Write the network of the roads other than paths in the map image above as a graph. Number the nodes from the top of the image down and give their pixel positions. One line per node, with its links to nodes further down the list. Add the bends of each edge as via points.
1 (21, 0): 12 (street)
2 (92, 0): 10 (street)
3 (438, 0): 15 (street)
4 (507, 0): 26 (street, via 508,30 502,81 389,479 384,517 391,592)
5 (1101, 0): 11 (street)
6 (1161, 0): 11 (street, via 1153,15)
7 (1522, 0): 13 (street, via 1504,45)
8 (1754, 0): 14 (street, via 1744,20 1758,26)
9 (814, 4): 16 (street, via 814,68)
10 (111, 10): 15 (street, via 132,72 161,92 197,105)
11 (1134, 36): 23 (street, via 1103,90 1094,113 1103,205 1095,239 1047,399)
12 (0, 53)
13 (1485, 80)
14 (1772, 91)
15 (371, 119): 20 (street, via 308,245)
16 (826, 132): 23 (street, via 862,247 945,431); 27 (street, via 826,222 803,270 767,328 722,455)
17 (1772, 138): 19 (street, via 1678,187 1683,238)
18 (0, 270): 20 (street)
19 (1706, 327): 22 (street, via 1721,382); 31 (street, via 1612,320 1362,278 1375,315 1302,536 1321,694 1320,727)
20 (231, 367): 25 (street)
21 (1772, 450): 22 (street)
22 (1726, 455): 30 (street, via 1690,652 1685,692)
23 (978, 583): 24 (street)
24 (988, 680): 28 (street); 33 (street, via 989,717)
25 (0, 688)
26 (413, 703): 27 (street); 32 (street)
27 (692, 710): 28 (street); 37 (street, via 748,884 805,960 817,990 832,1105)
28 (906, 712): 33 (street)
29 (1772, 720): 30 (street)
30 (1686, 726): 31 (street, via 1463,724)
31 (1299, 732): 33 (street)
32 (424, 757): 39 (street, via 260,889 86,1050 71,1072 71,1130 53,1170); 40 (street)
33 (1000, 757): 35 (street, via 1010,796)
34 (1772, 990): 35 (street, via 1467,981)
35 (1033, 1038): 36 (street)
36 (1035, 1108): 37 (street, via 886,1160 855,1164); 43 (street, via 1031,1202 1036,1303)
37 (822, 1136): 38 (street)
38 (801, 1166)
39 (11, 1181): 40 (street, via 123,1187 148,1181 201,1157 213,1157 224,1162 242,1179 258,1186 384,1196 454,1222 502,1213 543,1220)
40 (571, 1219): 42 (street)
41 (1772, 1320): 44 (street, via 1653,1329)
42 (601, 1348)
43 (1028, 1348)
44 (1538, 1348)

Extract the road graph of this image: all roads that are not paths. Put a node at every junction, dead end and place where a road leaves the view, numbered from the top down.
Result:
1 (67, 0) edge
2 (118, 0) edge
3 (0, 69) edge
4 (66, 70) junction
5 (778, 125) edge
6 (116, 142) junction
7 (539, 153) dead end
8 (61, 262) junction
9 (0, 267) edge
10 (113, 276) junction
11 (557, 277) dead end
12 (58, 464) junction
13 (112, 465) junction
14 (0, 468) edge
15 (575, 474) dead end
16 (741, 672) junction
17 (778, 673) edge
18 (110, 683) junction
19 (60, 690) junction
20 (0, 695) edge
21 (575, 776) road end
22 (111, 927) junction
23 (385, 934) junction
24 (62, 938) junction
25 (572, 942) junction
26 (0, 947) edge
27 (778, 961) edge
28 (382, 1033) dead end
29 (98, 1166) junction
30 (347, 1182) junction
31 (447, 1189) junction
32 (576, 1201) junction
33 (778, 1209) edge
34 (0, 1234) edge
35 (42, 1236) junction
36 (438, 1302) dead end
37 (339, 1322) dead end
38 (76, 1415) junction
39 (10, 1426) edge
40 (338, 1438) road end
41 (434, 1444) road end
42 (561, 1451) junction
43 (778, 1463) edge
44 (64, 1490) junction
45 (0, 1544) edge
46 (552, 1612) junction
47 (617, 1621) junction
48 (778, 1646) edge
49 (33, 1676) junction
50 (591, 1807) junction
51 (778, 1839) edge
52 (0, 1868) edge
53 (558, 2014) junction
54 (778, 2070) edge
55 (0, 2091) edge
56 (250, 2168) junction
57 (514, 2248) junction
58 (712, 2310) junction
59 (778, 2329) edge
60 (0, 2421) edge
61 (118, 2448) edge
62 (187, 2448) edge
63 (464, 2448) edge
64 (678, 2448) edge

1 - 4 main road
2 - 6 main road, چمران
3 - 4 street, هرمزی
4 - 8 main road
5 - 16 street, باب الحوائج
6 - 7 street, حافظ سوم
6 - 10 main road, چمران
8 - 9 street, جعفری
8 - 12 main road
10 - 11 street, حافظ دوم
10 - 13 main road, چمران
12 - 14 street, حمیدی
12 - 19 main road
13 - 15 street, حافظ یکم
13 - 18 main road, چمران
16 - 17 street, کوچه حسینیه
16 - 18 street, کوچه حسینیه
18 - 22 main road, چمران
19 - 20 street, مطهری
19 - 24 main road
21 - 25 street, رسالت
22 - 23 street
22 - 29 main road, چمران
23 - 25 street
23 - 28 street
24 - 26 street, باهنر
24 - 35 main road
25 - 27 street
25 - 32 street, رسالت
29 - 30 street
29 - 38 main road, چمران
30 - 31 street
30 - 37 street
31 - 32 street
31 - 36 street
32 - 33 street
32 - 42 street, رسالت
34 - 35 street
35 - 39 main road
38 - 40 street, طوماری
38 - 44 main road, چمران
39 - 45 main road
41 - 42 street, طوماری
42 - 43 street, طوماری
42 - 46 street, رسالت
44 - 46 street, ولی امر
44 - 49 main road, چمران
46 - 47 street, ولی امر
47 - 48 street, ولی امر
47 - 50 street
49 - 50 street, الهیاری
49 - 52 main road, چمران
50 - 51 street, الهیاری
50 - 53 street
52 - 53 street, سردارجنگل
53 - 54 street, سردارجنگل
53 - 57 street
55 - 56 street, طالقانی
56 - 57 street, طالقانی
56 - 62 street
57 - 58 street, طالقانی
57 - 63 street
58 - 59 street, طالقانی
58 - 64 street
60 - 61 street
━━━━━━━━
Please filter the entries for the word "from" and copy the lines that have it.

- Output below -
Write the network of the roads other than paths in the map image above as a graph. Number the nodes from the top of the image down and give their pixel positions. One line per node, with its links to nodes further down the list. Add the bends of each edge as via points.
Extract the road graph of this image: all roads that are not paths. Put a node at every junction, dead end and place where a road leaves the view, numbered from the top down.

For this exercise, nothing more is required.